# Where to start??!!! :/ Canada, Vancouver *



## emma_grady (May 8, 2012)

Hi Guys and Gals, I need help!!

Me, my partner and my son want to move to Vancouver, BC in the next 2 years..........

I work as a Nursing assistant in a Private Carehome, and I am currently doing my NVQ 3 in Health and social care, and hopefully completing my NVQ 4 (management level) in the next 12 months....I have over 4 years experience working in Health Care

My partner is a joiner by trade and has approx 12 years experience in doing this but he has no qualifications, only secondary school equivalent.

How are we meant to start the ball rolling? How am I able to secure a offer of employment? How will I be able to get the qualifications recognised in Canada?

How much money should we ideally have in the bank at time of applying?

How do I go about schooling for my son , who will be around 10/11 yrs old when we want to move? 


What should we do??????

THANKYOU FOR READING!!!


----------



## Auld Yin (Mar 10, 2009)

Unfortunately the NVQ qualifications carry little or no weight in Canada. That's not to say that a Nursing/Private Care facility wouldn't take note of your experience and hire you. Such facilities are often heavily manned by persons from the West Indies or the Phillipines.
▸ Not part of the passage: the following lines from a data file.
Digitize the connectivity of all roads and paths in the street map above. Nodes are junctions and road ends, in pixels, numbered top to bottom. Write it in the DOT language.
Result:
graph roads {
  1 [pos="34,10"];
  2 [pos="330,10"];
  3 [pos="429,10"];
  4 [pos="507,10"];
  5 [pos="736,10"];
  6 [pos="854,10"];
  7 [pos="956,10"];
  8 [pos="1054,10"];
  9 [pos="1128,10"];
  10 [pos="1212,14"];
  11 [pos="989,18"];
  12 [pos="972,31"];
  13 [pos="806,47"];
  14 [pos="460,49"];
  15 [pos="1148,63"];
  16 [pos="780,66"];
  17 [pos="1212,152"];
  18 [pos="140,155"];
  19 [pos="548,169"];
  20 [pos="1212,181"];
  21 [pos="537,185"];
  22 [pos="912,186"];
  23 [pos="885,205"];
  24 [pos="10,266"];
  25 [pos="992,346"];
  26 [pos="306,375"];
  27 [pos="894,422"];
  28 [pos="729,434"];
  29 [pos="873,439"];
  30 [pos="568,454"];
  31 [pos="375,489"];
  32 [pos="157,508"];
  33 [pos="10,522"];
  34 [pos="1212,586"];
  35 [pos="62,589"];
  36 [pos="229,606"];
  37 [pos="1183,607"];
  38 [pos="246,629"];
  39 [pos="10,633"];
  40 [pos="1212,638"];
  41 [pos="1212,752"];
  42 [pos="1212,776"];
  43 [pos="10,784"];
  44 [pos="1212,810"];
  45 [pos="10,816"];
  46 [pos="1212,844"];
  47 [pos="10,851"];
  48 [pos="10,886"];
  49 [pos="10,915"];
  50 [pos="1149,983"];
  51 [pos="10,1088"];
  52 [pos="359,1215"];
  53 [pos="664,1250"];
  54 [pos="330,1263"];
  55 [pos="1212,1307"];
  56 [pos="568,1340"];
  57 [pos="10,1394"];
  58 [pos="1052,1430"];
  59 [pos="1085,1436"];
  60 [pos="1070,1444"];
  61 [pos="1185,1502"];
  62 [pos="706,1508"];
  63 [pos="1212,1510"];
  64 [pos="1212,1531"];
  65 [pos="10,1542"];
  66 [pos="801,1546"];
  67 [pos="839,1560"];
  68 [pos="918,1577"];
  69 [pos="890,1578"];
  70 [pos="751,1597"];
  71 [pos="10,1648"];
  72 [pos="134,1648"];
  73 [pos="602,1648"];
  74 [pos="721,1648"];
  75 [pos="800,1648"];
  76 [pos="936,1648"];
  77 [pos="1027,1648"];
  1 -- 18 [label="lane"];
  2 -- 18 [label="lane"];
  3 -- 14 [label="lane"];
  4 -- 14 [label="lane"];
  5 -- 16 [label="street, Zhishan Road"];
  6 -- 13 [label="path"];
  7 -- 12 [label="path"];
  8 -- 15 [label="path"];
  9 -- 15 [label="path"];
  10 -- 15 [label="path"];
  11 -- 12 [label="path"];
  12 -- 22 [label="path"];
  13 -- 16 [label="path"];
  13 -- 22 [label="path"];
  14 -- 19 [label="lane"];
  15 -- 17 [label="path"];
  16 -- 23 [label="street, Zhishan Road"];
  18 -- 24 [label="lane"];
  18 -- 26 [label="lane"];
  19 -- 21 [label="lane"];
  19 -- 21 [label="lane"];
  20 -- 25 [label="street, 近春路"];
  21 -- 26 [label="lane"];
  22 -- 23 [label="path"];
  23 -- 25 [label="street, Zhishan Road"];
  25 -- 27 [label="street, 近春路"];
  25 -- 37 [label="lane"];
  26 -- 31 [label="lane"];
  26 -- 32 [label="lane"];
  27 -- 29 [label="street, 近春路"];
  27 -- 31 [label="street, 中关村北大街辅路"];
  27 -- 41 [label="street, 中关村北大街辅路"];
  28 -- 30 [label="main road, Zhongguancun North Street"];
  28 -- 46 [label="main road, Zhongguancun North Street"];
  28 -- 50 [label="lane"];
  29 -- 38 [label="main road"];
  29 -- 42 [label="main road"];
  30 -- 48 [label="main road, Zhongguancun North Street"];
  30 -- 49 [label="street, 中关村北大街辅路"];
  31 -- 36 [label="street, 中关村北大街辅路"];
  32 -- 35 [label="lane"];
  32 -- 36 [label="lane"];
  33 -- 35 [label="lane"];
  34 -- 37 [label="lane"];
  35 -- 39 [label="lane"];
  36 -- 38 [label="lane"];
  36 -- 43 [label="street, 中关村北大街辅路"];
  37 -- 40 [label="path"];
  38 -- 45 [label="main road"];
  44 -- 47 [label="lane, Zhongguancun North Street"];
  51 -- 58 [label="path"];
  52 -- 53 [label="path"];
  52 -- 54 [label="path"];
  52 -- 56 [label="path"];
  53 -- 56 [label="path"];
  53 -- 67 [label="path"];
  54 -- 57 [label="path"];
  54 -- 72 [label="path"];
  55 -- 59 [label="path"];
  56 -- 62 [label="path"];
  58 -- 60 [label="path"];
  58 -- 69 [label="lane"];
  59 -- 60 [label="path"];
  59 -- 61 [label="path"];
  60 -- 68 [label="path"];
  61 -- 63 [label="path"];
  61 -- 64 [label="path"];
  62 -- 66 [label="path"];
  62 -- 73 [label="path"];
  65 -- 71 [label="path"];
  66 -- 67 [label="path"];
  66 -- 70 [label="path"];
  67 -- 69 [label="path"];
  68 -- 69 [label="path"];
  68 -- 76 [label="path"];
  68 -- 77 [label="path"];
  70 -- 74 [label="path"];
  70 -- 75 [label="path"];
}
Finding a job while in the UK will prove a difficult task. Your husband will experience similar blocks.
Have you ever been to Canada? If not you should plan a reccie and check out the job market. Why Vancouver? I know it's attractive but it's an expensive place in which to live. You should keep your options open. Canada needs immigrants and there are other parts of the country where finding jobs may be easier.
If you come on a job offer you do not need to have any money as opposed to coming as a Permanent Resident.
Your son's education is not really an issue. Canada has a very good standard of education which is provided "free".


----------